Published on December 08, 2016 with No Comments

Those who tend to keep a good eye on happenings in India, are feeling disillusioned for more than one reason.  As this edition would hit the stands, it would be exactly one month when Prime Minister of India Narendra Modi went live on TV to announce that the current 500 and 1,000 rupee notes would cease to be legal tender. Since then, the nation is doing certain things that it had not done before. Their hard earned money is locked in banks. Banks don’t have enough liquidity and hence the nation is standing in queues and opting to survive through innovative ways while keeping emotions under check.

Indians have got a fair idea that Prime Minister Modi and the economic affairs secretary Shaktikanta Das have been controlling thedemonetization episode from the beginning, not Urjit Patel the governor of the Reserve Bank of India. With each passing day, there are amendments that only make the situation complex. Going by the law book, the Reserve Bank of India is the authority on currency management and hence the governor Urjit Patel should have played an active role by taking the public into confidence and push ahead the demonetization exercise. But he hasn’t or wasn’t allowed to, thus putting the announcement of November 8 under a cloud of suspicion. The move was a political decision and less of economic and hence RBI was not allowed to remain part of the loop. It would have been far better if the execution of the decision was effectively planned and communicated to the public by the governor of the Reserve Bank of India, rather than a bureaucrat. There is a serious disconnect between the RBI and the government on the implementation of demonetization. Frequent changes in rules have become the norm since the November 8 announcement and points to absence of co-ordination. This has given the opposition parties enough armor to keep the parliament stalled. They have criticized Urjit Patel for compromising the autonomy of RBI. Since then Urjit Patel has spoken to few media houses but hasn’t addressed the media to clarify the actual liquidity position of the banking system and how soon the currency crunch will end.

Also the point being raised by the Chief Minister of Bengal Ms. Mamata Banerjee does need some consideration. What started with a vocal and organized protest against the

demonetization that was being spear headed by her, has fast turned into an issue on civil-military ties. She showed enough signs of having got agitated as lately the Army had set up checkpoints at toll gates in Bengal, including one near the state secretariat in Kolkata. She has said permission to do so was not sought from the state government.
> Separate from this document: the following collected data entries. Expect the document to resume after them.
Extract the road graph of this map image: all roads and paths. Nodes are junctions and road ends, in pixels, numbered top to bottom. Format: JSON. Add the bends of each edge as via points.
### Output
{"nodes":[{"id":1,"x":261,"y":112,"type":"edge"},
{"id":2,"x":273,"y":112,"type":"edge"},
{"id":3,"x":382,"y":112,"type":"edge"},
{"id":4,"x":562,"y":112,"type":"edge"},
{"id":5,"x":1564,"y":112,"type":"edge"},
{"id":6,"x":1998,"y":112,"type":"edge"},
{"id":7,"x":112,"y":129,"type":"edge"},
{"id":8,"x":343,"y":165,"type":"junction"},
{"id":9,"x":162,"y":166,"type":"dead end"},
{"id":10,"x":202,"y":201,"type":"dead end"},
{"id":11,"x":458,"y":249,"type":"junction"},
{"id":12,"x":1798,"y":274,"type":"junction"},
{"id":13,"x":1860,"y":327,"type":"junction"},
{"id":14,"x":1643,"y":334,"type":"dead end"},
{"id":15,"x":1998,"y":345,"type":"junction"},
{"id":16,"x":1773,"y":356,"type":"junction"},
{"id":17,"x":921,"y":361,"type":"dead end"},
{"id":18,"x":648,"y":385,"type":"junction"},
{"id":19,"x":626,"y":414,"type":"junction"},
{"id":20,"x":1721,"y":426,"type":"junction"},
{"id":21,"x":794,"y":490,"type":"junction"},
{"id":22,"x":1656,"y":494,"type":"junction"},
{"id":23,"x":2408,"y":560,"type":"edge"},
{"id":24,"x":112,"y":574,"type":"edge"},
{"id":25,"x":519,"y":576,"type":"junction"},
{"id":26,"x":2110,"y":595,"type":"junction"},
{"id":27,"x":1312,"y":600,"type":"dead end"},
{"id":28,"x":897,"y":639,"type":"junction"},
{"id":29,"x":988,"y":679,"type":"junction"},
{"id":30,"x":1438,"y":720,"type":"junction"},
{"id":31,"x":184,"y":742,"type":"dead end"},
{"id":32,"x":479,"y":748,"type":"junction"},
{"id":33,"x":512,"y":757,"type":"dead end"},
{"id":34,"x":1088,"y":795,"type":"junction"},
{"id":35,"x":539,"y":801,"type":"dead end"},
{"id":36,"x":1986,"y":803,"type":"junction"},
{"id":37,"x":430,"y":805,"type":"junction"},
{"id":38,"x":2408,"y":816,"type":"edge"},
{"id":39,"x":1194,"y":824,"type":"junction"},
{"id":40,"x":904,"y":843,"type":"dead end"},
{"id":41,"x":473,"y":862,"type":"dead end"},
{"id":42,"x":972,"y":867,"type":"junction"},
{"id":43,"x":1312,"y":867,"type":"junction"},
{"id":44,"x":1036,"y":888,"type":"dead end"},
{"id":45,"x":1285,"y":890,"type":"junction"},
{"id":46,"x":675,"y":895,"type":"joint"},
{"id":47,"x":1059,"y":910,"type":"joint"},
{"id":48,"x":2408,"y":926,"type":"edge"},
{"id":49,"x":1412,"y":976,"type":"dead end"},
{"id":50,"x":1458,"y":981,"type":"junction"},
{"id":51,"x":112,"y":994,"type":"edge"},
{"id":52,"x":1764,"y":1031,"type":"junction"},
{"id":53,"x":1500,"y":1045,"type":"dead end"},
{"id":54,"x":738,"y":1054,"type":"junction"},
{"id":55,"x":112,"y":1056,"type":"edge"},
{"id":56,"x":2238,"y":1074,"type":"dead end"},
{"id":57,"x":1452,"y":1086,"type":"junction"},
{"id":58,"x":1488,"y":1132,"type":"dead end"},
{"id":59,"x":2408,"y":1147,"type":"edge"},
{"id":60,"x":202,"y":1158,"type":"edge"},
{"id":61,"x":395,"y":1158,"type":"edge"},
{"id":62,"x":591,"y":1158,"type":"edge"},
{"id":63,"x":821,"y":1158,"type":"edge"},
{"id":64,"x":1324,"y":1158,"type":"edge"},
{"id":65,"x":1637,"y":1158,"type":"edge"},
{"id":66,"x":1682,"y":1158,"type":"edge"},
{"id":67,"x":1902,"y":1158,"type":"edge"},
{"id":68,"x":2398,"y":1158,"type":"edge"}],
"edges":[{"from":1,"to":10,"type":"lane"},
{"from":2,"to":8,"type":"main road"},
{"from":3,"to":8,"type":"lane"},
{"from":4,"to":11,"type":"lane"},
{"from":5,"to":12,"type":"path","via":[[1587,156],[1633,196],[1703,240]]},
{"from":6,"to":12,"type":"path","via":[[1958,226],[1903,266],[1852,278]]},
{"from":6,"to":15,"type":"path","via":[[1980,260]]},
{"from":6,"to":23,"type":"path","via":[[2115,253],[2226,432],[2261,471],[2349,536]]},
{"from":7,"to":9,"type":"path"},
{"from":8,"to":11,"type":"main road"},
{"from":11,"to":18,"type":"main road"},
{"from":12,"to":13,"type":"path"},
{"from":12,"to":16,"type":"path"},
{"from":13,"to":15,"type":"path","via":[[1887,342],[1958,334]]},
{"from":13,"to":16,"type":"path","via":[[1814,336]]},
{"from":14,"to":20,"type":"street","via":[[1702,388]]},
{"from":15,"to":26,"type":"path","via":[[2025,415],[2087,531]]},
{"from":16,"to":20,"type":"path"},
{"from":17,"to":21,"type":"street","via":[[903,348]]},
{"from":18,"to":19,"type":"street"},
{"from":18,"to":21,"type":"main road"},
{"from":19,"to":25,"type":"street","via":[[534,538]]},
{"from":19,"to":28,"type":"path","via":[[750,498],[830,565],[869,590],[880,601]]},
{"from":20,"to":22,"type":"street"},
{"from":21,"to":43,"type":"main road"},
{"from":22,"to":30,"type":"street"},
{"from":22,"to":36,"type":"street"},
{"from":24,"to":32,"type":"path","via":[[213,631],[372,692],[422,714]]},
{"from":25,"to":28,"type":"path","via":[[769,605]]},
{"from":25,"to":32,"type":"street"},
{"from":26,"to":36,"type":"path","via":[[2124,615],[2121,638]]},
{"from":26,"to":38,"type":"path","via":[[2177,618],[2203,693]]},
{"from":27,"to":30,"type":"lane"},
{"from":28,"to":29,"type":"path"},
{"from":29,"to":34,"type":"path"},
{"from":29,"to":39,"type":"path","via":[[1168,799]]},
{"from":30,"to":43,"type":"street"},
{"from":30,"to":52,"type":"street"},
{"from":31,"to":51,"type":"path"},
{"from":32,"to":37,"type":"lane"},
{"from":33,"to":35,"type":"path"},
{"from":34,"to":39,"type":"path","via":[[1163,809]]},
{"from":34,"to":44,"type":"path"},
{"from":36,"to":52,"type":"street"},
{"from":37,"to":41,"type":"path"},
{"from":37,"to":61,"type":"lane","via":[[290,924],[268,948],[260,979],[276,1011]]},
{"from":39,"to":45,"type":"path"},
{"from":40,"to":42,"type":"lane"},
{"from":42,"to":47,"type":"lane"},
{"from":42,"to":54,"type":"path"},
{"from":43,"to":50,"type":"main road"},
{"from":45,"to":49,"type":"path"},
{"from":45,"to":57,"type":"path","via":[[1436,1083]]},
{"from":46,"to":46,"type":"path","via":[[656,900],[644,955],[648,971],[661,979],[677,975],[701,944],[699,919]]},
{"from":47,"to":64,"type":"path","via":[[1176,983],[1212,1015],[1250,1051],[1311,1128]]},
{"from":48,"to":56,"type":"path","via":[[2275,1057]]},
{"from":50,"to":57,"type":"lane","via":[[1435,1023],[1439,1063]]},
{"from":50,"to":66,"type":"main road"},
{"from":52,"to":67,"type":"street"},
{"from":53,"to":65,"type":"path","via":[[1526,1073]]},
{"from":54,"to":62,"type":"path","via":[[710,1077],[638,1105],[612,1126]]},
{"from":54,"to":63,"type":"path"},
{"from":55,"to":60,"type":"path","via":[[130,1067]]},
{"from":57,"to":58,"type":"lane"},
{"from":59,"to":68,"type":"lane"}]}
Modi government responded that the Army “was in communication with the state”, whatever that means.  If the Army really wanted to know how many civilian vehicles of any particular specification are available in a state for possible military use in a crisis, all it has to do is to ask the transport department for data and not physically position its jawans and officers. Setting up checkpoints without the permission of the local authorities is a different matter altogether and does need an explanation. But any interface with the civil sector needs the state authorities’ clearance. This is necessary to retain the civil-military balance. But by not doing so, the Modi government has again brought its partial role into focus. From breaching the rights of the RBI governor to centre state relations, the present government has done it all.

Another controversy that could have been handled well but wasn’t.  Modi government just managed to get an FIR registered and ordered an investigation into the hacking involving the Twitter handles of Rahul Gandhi and the Congress Party.

On one side the hacking of the accounts, suggests that key personalities, political parties and celebrities should be more cautious and smart in handing their accounts; and on the other hand by leveling charges against Rahul Gandhi and Congress Party for making an attempt to derail the “cashless society”, the government by not addressing the hacking as a threat has only exposed itself further.

From economy to centre state relations to security, the ruling party has politicized it all.